Spring Boot

Circuit Breaker

The Circuit Breaker pattern prevents cascading failures in a distributed system by wrapping remote calls with a state machine that monitors failure rates. When failures exceed a threshold the circuit opens and subsequent calls immediately return a fallback response — without attempting the failing call — giving the downstream service time to recover. The pattern was popularised by Michael Nygard in Release It! and is named after the electrical circuit breaker.

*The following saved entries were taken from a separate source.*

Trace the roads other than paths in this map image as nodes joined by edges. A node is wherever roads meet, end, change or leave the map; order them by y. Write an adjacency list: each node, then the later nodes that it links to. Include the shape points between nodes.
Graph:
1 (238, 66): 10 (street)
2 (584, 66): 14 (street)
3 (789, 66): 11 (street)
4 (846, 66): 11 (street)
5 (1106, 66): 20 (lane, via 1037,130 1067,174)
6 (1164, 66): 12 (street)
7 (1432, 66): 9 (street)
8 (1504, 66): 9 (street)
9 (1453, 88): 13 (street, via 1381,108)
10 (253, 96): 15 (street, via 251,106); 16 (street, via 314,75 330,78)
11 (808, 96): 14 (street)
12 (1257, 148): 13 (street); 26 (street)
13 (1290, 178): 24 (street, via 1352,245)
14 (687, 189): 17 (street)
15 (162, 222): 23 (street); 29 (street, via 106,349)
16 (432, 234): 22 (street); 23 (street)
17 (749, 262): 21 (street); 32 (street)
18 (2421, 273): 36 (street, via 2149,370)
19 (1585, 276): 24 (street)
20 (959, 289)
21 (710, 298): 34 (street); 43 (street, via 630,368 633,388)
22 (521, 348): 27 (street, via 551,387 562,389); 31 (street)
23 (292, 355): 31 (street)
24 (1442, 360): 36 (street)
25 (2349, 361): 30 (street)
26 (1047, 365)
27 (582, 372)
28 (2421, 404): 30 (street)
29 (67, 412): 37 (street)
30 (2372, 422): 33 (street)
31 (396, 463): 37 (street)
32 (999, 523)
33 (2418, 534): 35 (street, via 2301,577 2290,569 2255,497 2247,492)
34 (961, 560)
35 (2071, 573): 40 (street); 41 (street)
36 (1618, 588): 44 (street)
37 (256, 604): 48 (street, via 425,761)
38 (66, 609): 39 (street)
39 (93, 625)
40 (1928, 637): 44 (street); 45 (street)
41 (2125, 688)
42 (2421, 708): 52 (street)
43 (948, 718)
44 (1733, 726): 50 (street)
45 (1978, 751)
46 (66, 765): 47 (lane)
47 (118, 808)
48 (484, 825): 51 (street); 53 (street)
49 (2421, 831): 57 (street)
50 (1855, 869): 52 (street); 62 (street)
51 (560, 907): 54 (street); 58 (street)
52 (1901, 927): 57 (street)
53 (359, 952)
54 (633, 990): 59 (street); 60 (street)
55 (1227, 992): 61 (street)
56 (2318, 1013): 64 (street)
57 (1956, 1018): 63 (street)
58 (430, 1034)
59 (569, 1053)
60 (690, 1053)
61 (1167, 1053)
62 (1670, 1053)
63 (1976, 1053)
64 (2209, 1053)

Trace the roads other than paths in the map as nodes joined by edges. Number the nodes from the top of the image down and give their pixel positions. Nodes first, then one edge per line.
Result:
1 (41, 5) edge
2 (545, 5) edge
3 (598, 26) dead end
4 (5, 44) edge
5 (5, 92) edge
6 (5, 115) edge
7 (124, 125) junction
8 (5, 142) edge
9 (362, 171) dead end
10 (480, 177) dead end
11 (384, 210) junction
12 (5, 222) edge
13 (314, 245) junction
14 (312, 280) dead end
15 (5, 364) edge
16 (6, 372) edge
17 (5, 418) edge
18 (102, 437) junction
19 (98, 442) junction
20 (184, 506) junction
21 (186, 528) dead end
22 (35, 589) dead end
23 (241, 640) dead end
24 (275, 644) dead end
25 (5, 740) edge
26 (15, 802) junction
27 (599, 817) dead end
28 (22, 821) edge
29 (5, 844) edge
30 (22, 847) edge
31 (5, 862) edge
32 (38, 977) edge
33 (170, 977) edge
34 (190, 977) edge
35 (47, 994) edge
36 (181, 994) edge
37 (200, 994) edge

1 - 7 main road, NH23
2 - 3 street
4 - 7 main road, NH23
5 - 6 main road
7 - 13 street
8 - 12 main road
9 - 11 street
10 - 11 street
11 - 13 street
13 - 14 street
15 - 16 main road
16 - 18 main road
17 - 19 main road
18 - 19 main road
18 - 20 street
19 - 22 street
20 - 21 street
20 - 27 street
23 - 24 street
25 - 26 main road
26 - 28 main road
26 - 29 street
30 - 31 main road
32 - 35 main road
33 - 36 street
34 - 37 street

Why Circuit Breaker Is Needed

In a microservices system, services call each other over the network. If a downstream service slows down or becomes unavailable, the calling service's threads block waiting for a response. With enough slow calls the caller's thread pool exhausts, it stops serving its own clients, and the failure spreads up the call chain — a cascading failure. The circuit breaker breaks this chain by failing fast once a failure threshold is crossed.

Java

// ── Cascading failure without a circuit breaker: ─────────────────────
//
//  Client → OrderService → PaymentService (responding in 30s / timing out)
//
//  Timeline:
//    t=0s   Request 1  → OrderService allocates thread → waits for Payment
//    t=1s   Request 2  → OrderService allocates thread → waits for Payment
//    ...
//    t=20s  Request 20 → OrderService thread pool FULL
//    t=20s  All new requests to OrderService → rejected with 503
//    t=20s  UserService calling OrderService → starts failing too
//    t=25s  Gateway calling UserService → starts failing
//
//  One slow PaymentService has taken down the entire system.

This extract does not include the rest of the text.